I'd thought, from something I'd seen online, that several different people wd be playing each Beatle.** I was wrong about that: it was the same four performers throughout, taking breaks to change clothes and looks as they moved through the various eras of the group's history (British invasion, Rubber Soul/Revolver, Sgt Pepper, post-Pepper, Abbey Road). The guy playing Paul I thought did the best: he really nailed the look and feel of early Paul (and, oddly enough, his bass was the dominant instrument in much of the early part of the show) and did a pretty good job of later Paul as well. By contrast, early John was pretty stiff, but he really came into his own later on: he really looked a lot like late John. Whereas the guy playing George really didn't look much like George whatever they did, but did really get into playing the 'Abbey Road' gravedigger George near the end. Ringo didn't get much of a chance to be Ringo (it's easy to forget now that he was the most popular member of the group), but don't see how they really cd have avoided that, given their approach.

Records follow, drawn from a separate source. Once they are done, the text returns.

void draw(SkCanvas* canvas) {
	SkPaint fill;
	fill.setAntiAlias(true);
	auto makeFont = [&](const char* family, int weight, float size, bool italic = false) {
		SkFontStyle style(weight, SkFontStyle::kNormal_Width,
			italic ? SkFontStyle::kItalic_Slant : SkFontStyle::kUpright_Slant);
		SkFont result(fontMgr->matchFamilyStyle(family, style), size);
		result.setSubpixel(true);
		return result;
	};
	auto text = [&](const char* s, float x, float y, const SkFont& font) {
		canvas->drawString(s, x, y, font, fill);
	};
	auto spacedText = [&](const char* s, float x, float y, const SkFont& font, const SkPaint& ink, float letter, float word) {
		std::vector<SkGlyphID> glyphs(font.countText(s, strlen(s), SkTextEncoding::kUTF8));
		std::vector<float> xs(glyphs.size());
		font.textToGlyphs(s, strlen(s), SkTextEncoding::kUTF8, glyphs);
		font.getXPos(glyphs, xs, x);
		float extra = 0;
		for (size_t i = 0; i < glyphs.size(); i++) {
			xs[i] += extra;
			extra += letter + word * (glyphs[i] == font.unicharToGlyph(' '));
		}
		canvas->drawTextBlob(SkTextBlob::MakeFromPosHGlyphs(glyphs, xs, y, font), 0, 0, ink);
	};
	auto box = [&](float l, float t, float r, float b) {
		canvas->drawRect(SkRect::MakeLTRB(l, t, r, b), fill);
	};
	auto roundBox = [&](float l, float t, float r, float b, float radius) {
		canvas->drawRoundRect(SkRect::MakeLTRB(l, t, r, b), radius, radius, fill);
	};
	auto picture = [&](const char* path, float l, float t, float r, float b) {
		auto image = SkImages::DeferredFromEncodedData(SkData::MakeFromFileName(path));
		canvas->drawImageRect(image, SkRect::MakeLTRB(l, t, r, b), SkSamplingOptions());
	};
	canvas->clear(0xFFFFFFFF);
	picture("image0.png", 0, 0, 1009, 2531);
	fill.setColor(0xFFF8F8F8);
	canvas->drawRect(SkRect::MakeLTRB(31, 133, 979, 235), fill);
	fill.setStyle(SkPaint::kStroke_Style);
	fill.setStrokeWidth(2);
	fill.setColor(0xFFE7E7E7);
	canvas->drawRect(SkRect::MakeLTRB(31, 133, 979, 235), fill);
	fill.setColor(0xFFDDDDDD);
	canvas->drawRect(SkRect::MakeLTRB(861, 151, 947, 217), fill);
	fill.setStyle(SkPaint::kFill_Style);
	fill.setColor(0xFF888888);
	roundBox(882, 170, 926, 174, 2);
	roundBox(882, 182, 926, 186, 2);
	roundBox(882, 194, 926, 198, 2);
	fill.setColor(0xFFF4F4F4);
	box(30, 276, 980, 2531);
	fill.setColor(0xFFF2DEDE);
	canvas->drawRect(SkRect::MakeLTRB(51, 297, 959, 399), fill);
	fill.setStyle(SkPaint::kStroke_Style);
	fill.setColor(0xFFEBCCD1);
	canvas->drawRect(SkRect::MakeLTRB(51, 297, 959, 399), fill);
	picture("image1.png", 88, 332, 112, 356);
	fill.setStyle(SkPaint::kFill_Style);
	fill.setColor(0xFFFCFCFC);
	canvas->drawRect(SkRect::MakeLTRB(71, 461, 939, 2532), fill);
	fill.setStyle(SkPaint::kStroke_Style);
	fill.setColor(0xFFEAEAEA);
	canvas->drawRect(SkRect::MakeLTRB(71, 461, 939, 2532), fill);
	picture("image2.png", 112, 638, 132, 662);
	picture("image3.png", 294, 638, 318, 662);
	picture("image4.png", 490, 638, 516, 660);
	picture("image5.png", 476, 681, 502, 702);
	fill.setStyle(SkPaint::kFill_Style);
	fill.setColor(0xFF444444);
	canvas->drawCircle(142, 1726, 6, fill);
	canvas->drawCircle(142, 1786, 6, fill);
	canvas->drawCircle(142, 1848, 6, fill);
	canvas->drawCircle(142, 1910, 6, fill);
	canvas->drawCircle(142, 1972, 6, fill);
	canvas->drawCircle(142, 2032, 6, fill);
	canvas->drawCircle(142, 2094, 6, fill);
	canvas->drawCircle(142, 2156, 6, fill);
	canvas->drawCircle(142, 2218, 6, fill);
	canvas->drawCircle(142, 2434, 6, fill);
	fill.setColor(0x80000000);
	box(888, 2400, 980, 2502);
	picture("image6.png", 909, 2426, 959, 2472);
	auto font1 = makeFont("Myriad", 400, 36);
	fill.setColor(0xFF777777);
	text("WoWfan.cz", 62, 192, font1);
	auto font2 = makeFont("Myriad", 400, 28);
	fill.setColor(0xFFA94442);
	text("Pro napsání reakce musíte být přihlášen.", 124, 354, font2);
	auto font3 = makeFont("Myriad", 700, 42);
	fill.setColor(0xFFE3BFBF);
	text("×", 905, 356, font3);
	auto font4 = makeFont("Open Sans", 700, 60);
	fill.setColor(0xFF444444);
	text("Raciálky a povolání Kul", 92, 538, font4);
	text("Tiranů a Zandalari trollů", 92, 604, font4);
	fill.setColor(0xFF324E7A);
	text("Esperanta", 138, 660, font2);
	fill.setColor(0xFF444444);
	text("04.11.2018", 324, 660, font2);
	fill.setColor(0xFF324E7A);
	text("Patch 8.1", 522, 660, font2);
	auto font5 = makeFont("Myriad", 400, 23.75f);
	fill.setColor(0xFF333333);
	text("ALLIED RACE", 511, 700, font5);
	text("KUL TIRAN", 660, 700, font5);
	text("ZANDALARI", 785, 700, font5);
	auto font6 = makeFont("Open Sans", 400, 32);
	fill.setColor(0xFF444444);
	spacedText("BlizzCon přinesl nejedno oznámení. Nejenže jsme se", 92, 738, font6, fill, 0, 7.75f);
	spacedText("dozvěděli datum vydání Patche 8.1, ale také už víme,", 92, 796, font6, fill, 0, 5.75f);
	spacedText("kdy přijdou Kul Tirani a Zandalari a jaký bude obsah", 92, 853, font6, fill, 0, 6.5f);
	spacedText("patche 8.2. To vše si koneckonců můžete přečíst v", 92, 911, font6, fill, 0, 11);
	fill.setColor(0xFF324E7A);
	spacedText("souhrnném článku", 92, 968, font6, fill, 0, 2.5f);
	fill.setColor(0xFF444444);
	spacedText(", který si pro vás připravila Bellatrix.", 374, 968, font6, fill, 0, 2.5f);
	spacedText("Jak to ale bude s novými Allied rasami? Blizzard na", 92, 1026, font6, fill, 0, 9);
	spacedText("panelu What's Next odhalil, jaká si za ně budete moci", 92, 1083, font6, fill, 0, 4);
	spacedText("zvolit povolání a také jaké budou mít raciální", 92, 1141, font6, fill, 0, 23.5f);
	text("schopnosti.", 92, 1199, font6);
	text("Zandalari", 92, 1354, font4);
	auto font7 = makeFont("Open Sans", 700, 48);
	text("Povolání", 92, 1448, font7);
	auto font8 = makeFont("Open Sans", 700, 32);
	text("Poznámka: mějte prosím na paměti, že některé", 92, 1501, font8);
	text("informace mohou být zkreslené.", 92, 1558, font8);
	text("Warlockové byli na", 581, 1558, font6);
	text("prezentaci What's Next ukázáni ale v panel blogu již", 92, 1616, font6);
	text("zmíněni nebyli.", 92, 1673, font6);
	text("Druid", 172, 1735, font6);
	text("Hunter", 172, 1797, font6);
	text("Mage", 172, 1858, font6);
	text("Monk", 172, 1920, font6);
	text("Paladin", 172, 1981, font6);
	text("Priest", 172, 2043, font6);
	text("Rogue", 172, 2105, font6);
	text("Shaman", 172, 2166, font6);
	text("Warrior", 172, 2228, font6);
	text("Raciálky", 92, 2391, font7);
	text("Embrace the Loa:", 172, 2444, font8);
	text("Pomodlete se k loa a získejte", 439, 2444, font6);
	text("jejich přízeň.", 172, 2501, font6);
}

One place where they departed from films of actual performances was in their unplugged session, where Paul, George, and John sat down in a row with guitars and did Blackbird and several others I've now forgotten. It was v. effective, and a good projection of something the Beatles might well have done, had they continued touring and performing live on a regular basis after the mid-point in their career (Paul famously did just such a set that included several Beatles songs in his 1976 'Wings Over America' tour).

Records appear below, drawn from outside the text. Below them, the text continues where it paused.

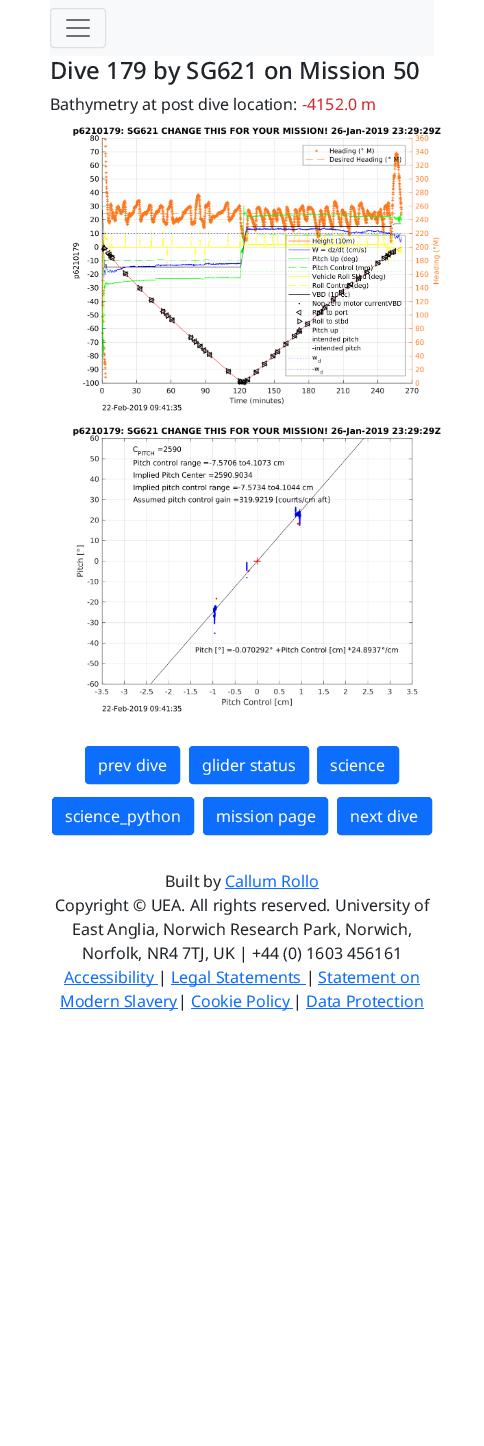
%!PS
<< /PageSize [484 1446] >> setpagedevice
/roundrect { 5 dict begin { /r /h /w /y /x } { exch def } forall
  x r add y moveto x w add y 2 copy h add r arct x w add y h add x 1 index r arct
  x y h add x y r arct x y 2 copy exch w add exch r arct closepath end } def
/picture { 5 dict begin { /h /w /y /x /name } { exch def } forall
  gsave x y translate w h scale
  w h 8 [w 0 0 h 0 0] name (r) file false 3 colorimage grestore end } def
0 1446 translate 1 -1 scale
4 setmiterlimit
1 setgray
0 0 484 1446 rectfill
0.973 0.976 0.98 setrgbcolor
50 0 384 56 rectfill
0.875 0.878 0.882 setrgbcolor
50.5 8.5 55 39 3.5 roundrect stroke
(img1.rgb) 66 19 24 18 picture
/NotoSans-Medium [23.75 0 0 -23.75 0 0] selectfont
0.129 0.145 0.161 setrgbcolor
50 79 moveto (Dive 179 by SG621 on Mission 50) show
/NotoSans-Regular [16 0 0 -16 0 0] selectfont
50 110 moveto (Bathymetry at post dive location:) show
0.851 0.153 0.153 setrgbcolor
302 110 moveto (-4152.0 m) show
(img2.rgb) 72 127 369 284 picture
(img3.rgb) 73 427 368 285 picture
0.051 0.431 0.992 setrgbcolor
85.5 746.5 94 37 3.5 roundrect gsave fill grestore
stroke
1 setgray
98 771 moveto (prev dive) show
0.051 0.431 0.992 setrgbcolor
189.5 746.5 119 37 3.5 roundrect gsave fill grestore
stroke
1 setgray
202 771 moveto (glider status) show
0.051 0.431 0.992 setrgbcolor
317.5 746.5 81 37 3.5 roundrect gsave fill grestore
stroke
1 setgray
330 771 moveto (science) show
0.051 0.431 0.992 setrgbcolor
52.5 797.5 141 37 3.5 roundrect gsave fill grestore
stroke
1 setgray
65 822 moveto (science_python) show
0.051 0.431 0.992 setrgbcolor
203.5 797.5 124 37 3.5 roundrect gsave fill grestore
stroke
1 setgray
216 822 moveto (mission page) show
0.051 0.431 0.992 setrgbcolor
337.5 797.5 94 37 3.5 roundrect gsave fill grestore
stroke
1 setgray
350 822 moveto (next dive) show
0.129 0.145 0.161 setrgbcolor
165 887 moveto (Built by) show
0.051 0.431 0.992 setrgbcolor
225 887 moveto (Callum Rollo) show
225 888 94 1 rectfill
0.129 0.145 0.161 setrgbcolor
55 911 moveto (Copyright © UEA. All rights reserved. University of) show
72 935 moveto (East Anglia, Norwich Research Park, Norwich,) show
82 959 moveto (Norfolk, NR4 7TJ, UK | +44 \(0\) 1603 456161) show
0.051 0.431 0.992 setrgbcolor
64 984 94 1 rectfill
64 983 moveto (Accessibility) show
0.129 0.145 0.161 setrgbcolor
158 983 moveto (|) show
0.051 0.431 0.992 setrgbcolor
171 984 135 1 rectfill
171 983 moveto (Legal Statements) show
0.129 0.145 0.161 setrgbcolor
306 983 moveto (|) show
0.051 0.431 0.992 setrgbcolor
318 983 moveto (Statement on) show
318 984 102 1 rectfill
60 1008 118 1 rectfill
60 1007 moveto (Modern Slavery) show
0.129 0.145 0.161 setrgbcolor
178 1007 moveto (|) show
0.051 0.431 0.992 setrgbcolor
191 1008 102 1 rectfill
191 1007 moveto (Cookie Policy) show
0.129 0.145 0.161 setrgbcolor
293 1007 moveto (|) show
0.051 0.431 0.992 setrgbcolor
306 1007 moveto (Data Protection) show
306 1008 118 1 rectfill
showpage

Of course, two hours or so isn't nearly enough to do all the Beatles' hits (So little time, so much music). Among the songs they didn't find time for were "Ticket to Ride", "Norwegian Wood", "Nowhere Man", "Lady Madonna", "Something" and, oddly enough, "Rain" itself (this last was broadcast over the loudspeakers at the end as we filed out). They did include one post-Beatles song: Give Peace a Chance, which set me to wondering and thinking what song they might add by each of the others to indicate their post-Beatles career,*** but turned out that one John song was it.

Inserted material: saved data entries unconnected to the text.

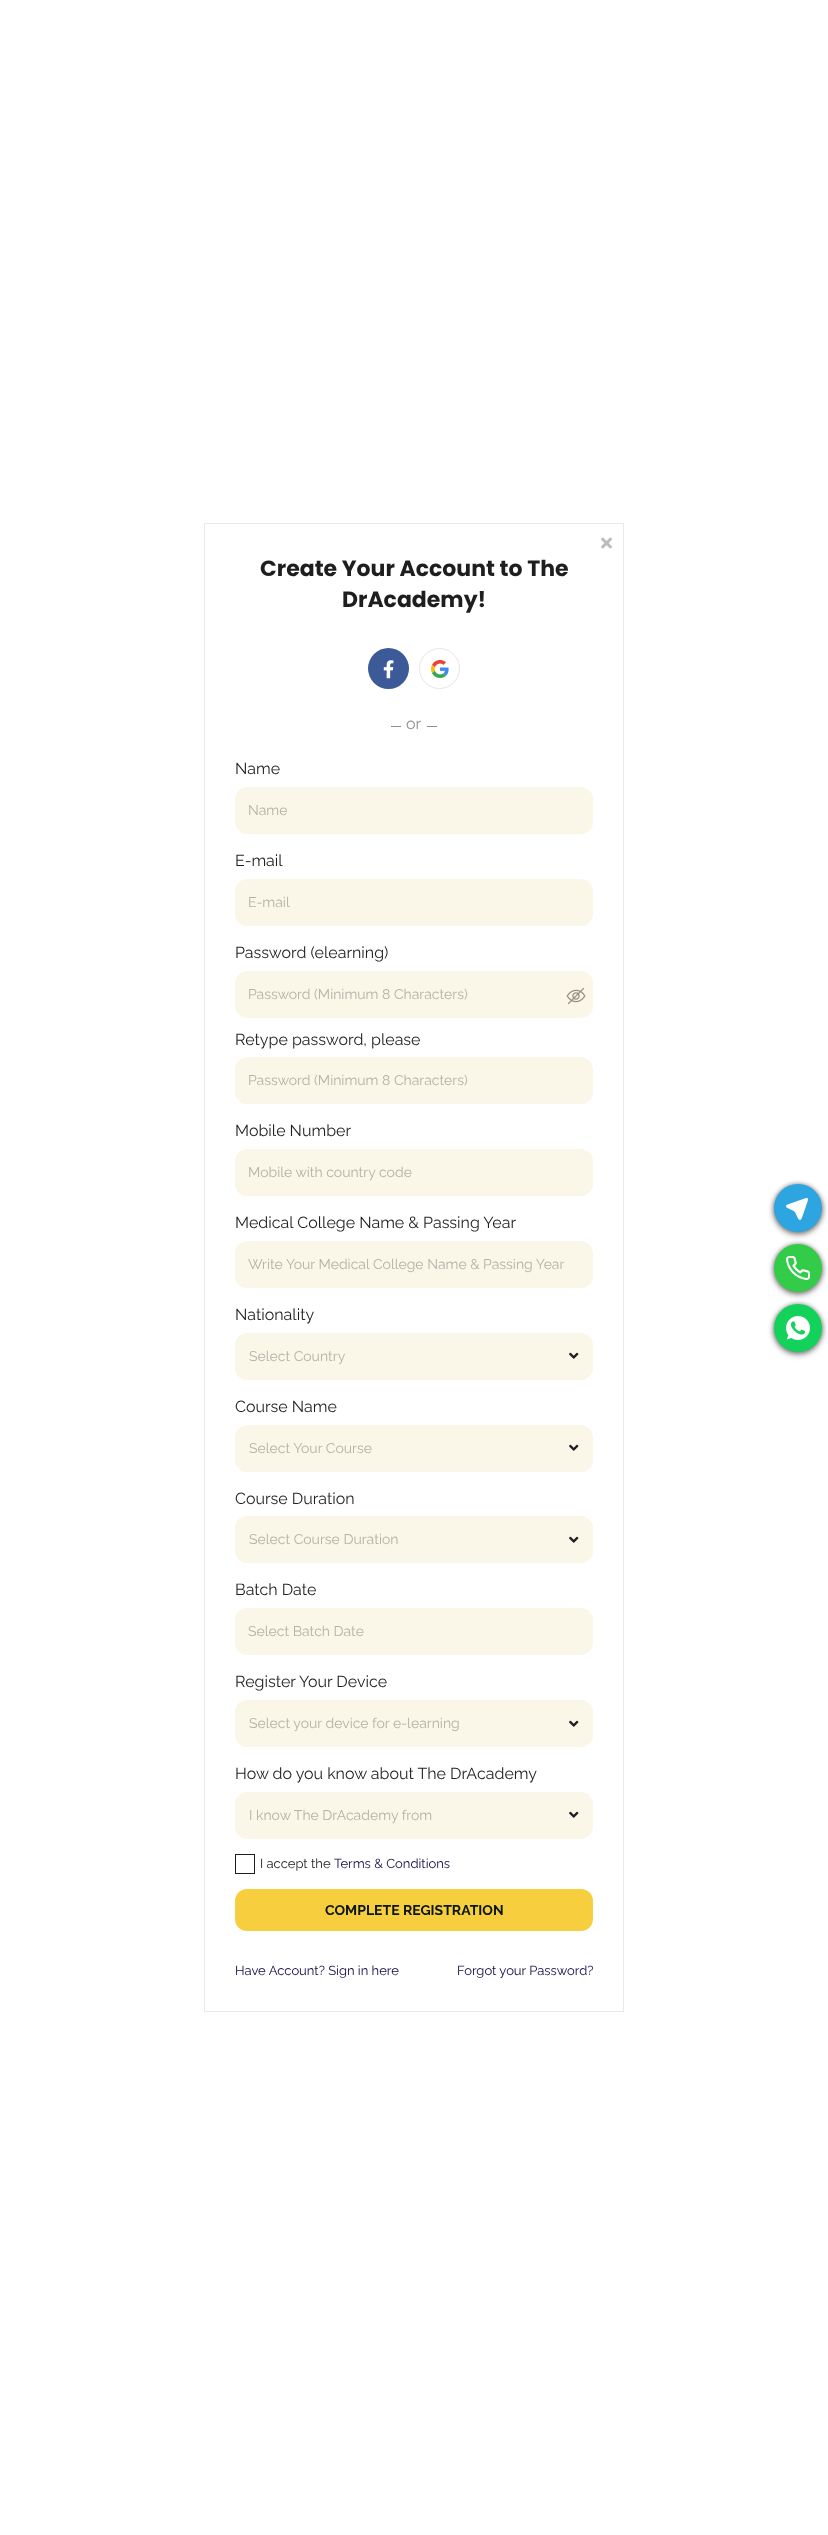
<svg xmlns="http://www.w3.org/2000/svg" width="828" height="2535">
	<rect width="100%" height="100%" fill="#FFFFFF" />
	<rect x="204.5" y="523.5" width="419" height="1488" fill="none" stroke="#E9E9E9" />
	<image x="601" y="537" width="11" height="12" href="assets/img1.png" />
	<g font-family="Poppins" font-size="22" font-weight="700" fill="#1E1E1E">
		<text x="260" y="576">Create Your Account to The</text>
		<text x="342" y="607">DrAcademy!</text>
	</g>
	<circle cx="388.5" cy="668.5" r="20.5" fill="#3C5A98" />
	<image x="383" y="660" width="11" height="19" href="assets/img2.png" />
	<circle cx="439.5" cy="668.5" r="20" fill="none" stroke="#E6E6E6" />
	<image x="431" y="660" width="18" height="18" href="assets/img3.png" />
	<rect x="391" y="726" width="10" height="1" fill="#8F8F8F" />
	<text x="406" y="729" font-family="Raleway" font-size="16" fill="#8F8F8F">or</text>
	<rect x="427" y="726" width="10" height="1" fill="#8F8F8F" />
	<text x="235" y="774" font-family="Raleway" font-size="16" fill="#1E1E1E">Name</text>
	<rect x="236" y="788" width="356" height="45" rx="11" fill="#FAF6E8" stroke="#FAF6E8" stroke-width="2" />
	<text x="248" y="815" font-family="Raleway" font-size="14" fill="#B2B3A8">Name</text>
	<text x="235" y="866" font-family="Raleway" font-size="16" fill="#1E1E1E">E-mail</text>
	<rect x="236" y="880" width="356" height="45" rx="11" fill="#FAF6E8" stroke="#FAF6E8" stroke-width="2" />
	<text x="248" y="907" font-family="Raleway" font-size="14" fill="#B2B3A8">E-mail</text>
	<text x="235" y="958" font-family="Raleway" font-size="16" fill="#1E1E1E">Password (elearning)</text>
	<rect x="236" y="972" width="356" height="45" rx="11" fill="#FAF6E8" stroke="#FAF6E8" stroke-width="2" />
	<text x="248" y="999" font-family="Raleway" font-size="14" fill="#B2B3A8">Password (Minimum 8 Characters)</text>
	<image x="566" y="987" width="20" height="18" href="assets/img4.png" />
	<text x="235" y="1045" font-family="Raleway" font-size="16" fill="#1E1E1E">Retype password, please</text>
	<rect x="236" y="1058" width="356" height="45" rx="11" fill="#FAF6E8" stroke="#FAF6E8" stroke-width="2" />
	<text x="248" y="1085" font-family="Raleway" font-size="14" fill="#B2B3A8">Password (Minimum 8 Characters)</text>
	<text x="235" y="1136" font-family="Raleway" font-size="16" fill="#1E1E1E">Mobile Number</text>
	<rect x="236" y="1150" width="356" height="45" rx="11" fill="#FAF6E8" stroke="#FAF6E8" stroke-width="2" />
	<text x="248" y="1177" font-family="Raleway" font-size="14" fill="#B2B3A8">Mobile with country code</text>
	<text x="235" y="1228" font-family="Raleway" font-size="16" fill="#1E1E1E">Medical College Name &amp; Passing Year</text>
	<rect x="236" y="1242" width="356" height="45" rx="11" fill="#FAF6E8" stroke="#FAF6E8" stroke-width="2" />
	<text x="248" y="1269" font-family="Raleway" font-size="14" fill="#B2B3A8">Write Your Medical College Name &amp; Passing Year</text>
	<text x="235" y="1320" font-family="Raleway" font-size="16" fill="#1E1E1E">Nationality</text>
	<rect x="236" y="1334" width="356" height="45" rx="11" fill="#FAF6E8" stroke="#FAF6E8" stroke-width="2" />
	<text x="249" y="1361" font-family="Raleway" font-size="14" fill="#B2B3A8">Select Country</text>
	<image x="569" y="1352" width="10" height="7" href="assets/img5.png" />
	<text x="235" y="1412" font-family="Raleway" font-size="16" fill="#1E1E1E">Course Name</text>
	<rect x="236" y="1426" width="356" height="45" rx="11" fill="#FAF6E8" stroke="#FAF6E8" stroke-width="2" />
	<text x="249" y="1453" font-family="Raleway" font-size="14" fill="#B2B3A8">Select Your Course</text>
	<image x="569" y="1444" width="10" height="7" href="assets/img5.png" />
	<text x="235" y="1504" font-family="Raleway" font-size="16" fill="#1E1E1E">Course Duration</text>
	<rect x="236" y="1517" width="356" height="45" rx="11" fill="#FAF6E8" stroke="#FAF6E8" stroke-width="2" />
	<text x="249" y="1544" font-family="Raleway" font-size="14" fill="#B2B3A8">Select Course Duration</text>
	<image x="569" y="1536" width="10" height="7" href="assets/img5.png" />
	<text x="235" y="1595" font-family="Raleway" font-size="16" fill="#1E1E1E">Batch Date</text>
	<rect x="236" y="1609" width="356" height="45" rx="11" fill="#FAF6E8" stroke="#FAF6E8" stroke-width="2" />
	<text x="248" y="1636" font-family="Raleway" font-size="14" fill="#B2B3A8">Select Batch Date</text>
	<text x="235" y="1687" font-family="Raleway" font-size="16" fill="#1E1E1E">Register Your Device</text>
	<rect x="236" y="1701" width="356" height="45" rx="11" fill="#FAF6E8" stroke="#FAF6E8" stroke-width="2" />
	<text x="249" y="1728" font-family="Raleway" font-size="14" fill="#B2B3A8">Select your device for e-learning</text>
	<image x="569" y="1720" width="10" height="7" href="assets/img5.png" />
	<text x="235" y="1779" font-family="Raleway" font-size="16" fill="#1E1E1E">How do you know about The DrAcademy</text>
	<rect x="236" y="1793" width="356" height="45" rx="11" fill="#FAF6E8" stroke="#FAF6E8" stroke-width="2" />
	<text x="249" y="1820" font-family="Raleway" font-size="14" fill="#B2B3A8">I know The DrAcademy from</text>
	<image x="569" y="1811" width="10" height="7" href="assets/img5.png" />
	<rect x="235.5" y="1854.5" width="19" height="19" fill="none" stroke="#1E1E1E" />
	<text x="260" y="1868" font-family="Raleway" font-size="13" fill="#1E1E1E">I accept the</text>
	<text x="334" y="1868" font-family="Raleway" font-size="13" fill="#110A44">Terms &amp; Conditions</text>
	<rect x="235" y="1889" width="358" height="42" rx="12" fill="#F7CE3E" />
	<text x="325" y="1915" font-family="Raleway" font-size="14" font-weight="700" fill="#0A1612">COMPLETE REGISTRATION</text>
	<g font-family="Raleway" font-size="13" fill="#110A44">
		<text x="235" y="1975">Have Account? Sign in here</text>
		<text x="457" y="1975">Forgot your Password?</text>
	</g>
	<rect x="774" y="1186" width="48" height="48" rx="24" fill="#000000" fill-opacity="0.28" filter="blur(3px)" />
	<rect x="774" y="1184" width="48" height="48" rx="24" fill="#000000" fill-opacity="0.14" filter="blur(2px)" />
	<rect x="774" y="1246" width="48" height="48" rx="24" fill="#000000" fill-opacity="0.28" filter="blur(3px)" />
	<rect x="774" y="1244" width="48" height="48" rx="24" fill="#000000" fill-opacity="0.14" filter="blur(2px)" />
	<rect x="774" y="1306" width="48" height="48" rx="24" fill="#000000" fill-opacity="0.28" filter="blur(3px)" />
	<rect x="774" y="1304" width="48" height="48" rx="24" fill="#000000" fill-opacity="0.14" filter="blur(2px)" />
	<rect x="774" y="1186" width="48" height="48" rx="24" fill="#000000" fill-opacity="0.28" filter="blur(3px)" />
	<rect x="774" y="1184" width="48" height="48" rx="24" fill="#000000" fill-opacity="0.14" filter="blur(2px)" />
	<circle cx="798" cy="1208" r="24" fill="#2CA5E0" />
	<image x="786" y="1198" width="22" height="22" href="assets/img6.png" />
	<rect x="774" y="1246" width="48" height="48" rx="24" fill="#000000" fill-opacity="0.28" filter="blur(3px)" />
	<rect x="774" y="1244" width="48" height="48" rx="24" fill="#000000" fill-opacity="0.14" filter="blur(2px)" />
	<circle cx="798" cy="1268" r="24" fill="#33CC49" />
	<image x="786" y="1256" width="24" height="24" href="assets/img7.png" />
	<rect x="774" y="1306" width="48" height="48" rx="24" fill="#000000" fill-opacity="0.28" filter="blur(3px)" />
	<rect x="774" y="1304" width="48" height="48" rx="24" fill="#000000" fill-opacity="0.14" filter="blur(2px)" />
	<circle cx="798" cy="1328" r="24" fill="#13D25A" />
	<image x="786" y="1316" width="24" height="24" href="assets/img8.png" />
</svg>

Of course, you have to accept some suspension of disbelief for a show like this to work. I suppose it'd be asking too much to have a left-handed bass player play Paul, but it was jarring to hear they perform "Please Please Me" with no-one playing the harmonica (it was either played backstage by a music ninja or played as a recording). And the great three-person dueling guitar solos of "The End" were all played by 'George' (no easy way for 'Paul' to swap out his bass, for one thing).

In the end, I enjoyed it thoroughly, and found it oddly moving. I'd gladly go see this, or a similar show, again. Though I do wish I cd hear "Hey Jude" actually performed by the band on stage, rather than turned into a sing-along. McCartney himself does this, but it's still annoying. I've never attended a ballet, but I'm pretty sure they don't have a point in the show when they encourage the audience to rise and twirl in place. As that, so this.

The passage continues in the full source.